In countries such as the UK, US, or India, the share of venture capital is significantly higher, highlight the authors. This reflects the region’s distinctive financing model, where scale-up funding is increasingly delivered through structured, asset-backed credit channels rather than traditional sponsor-led growth equity.

Source: Stride Ventures
“The strong growth of private debt reflects the rising use of non-dilutive capital to support expansion, acquisitions, lending-book growth, and platform scale in the GCC region,” say the authors in their report.
“The rise of private debt across the GCC is closely tied to sovereign-backed capital, regulatory enablement, fintech expansion, and policy-led scale-up acceleration, which have created conditions where large-ticket structured credit transactions are viable earlier in company lifecycles.”
“Regional financial institutions, including the Public Investment Fund, Jada Fund of Funds, and Sanabil Investments in Saudi Arabia, alongside the UAE’s Mubadala and Abu Dhabi Investment Authority, have supported the expansion of the region’s startup and growth capital ecosystem.”
For comparison purposes, the market for growth capital in the segment above startups and scaleups – private equity – is estimated to be worth around $8 billion to $9 billion annually.

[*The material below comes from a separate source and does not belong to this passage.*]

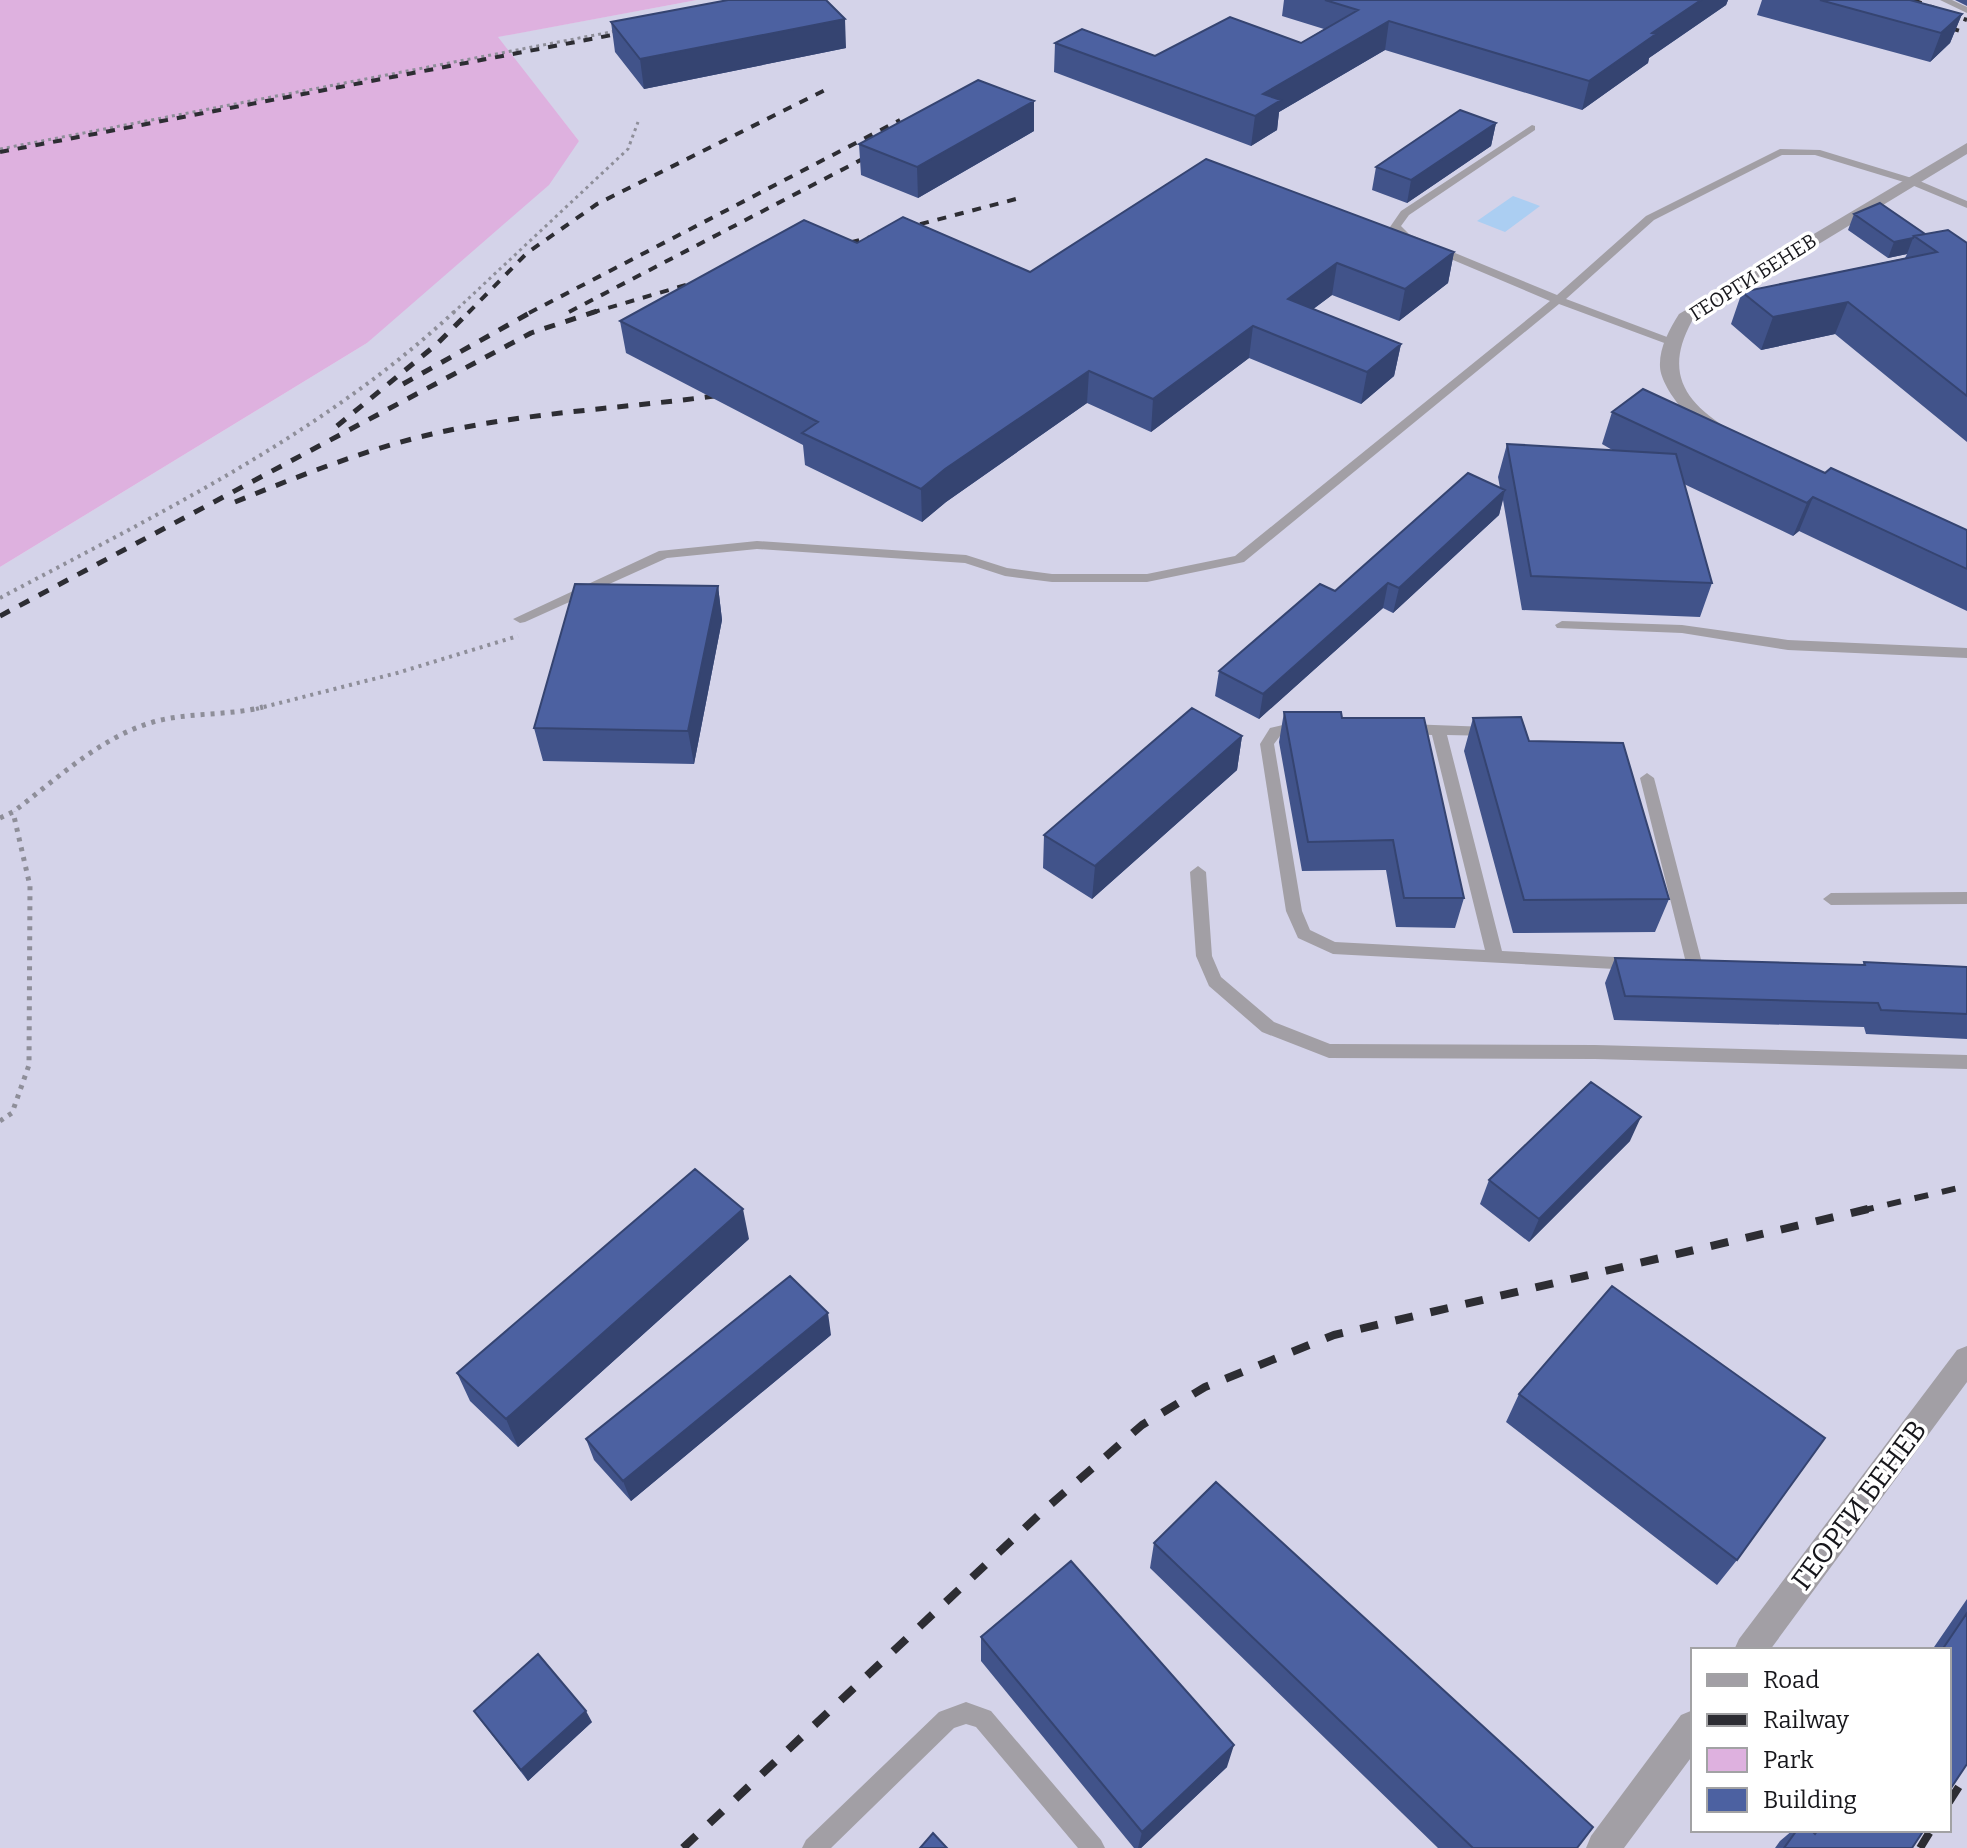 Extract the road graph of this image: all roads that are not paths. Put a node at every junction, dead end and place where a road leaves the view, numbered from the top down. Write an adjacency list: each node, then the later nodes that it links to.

This segment is, according to previous research from Bain & Company, dominated by sovereign wealth funds such as the Abu Dhabi Investment Authority, the Public Investment Fund, and the Mubadala Investment Company, alongside institutional capital players.
“Unlike more mature ecosystems where financing often follows a staged progression, the GCC is witnessing parallel deployment of equity and credit, with structured debt integrated earlier in the scaling journey, often from Series A through to pre-IPO,” reads the report.

Source: Stride Ventures
Fintech the market’s anchor
Across private debt transactions, fintech accounts for approximately 95% of total venture debt and growth credit deployment, representing $3.9 billion in cumulative deal value.
“The sectoral distribution of private debt in the GCC underscores a key structural feature of the region’s entrepreneurial financing ecosystem: rapidly scaling venture-backed fintech platforms are accessing institutional credit earlier in their growth cycle, often bypassing the traditional private equity leverage stage seen in more mature global markets,” says the report from Stride Ventures.
How important fintechs are to the region’s startup and scaleup scene was previously also highlighted in a McKinsey & Company report, which found that the sector’s dominance could continue to expand significantly in the coming years.

Source: Stride Ventures
Stride Ventures meanwhile found that excluding BNPL, SME lending platforms represent the largest category of fintech credit deployment. Such platforms typically extend credit to small businesses and rely on warehouse funding or structured facilities to scale their loan books. Consumer lending platforms represent the second-largest segment, reflecting growing demand for digital credit products across GCC markets.
The company that crunched the numbers, Stride Ventures, is a global venture debt and growth credit platform with offices across the GCC and Asia. In the region, the firm is known to have business relationships with ADGM Fund, PIF’s Jada Fund of Funds, and SAB Invest.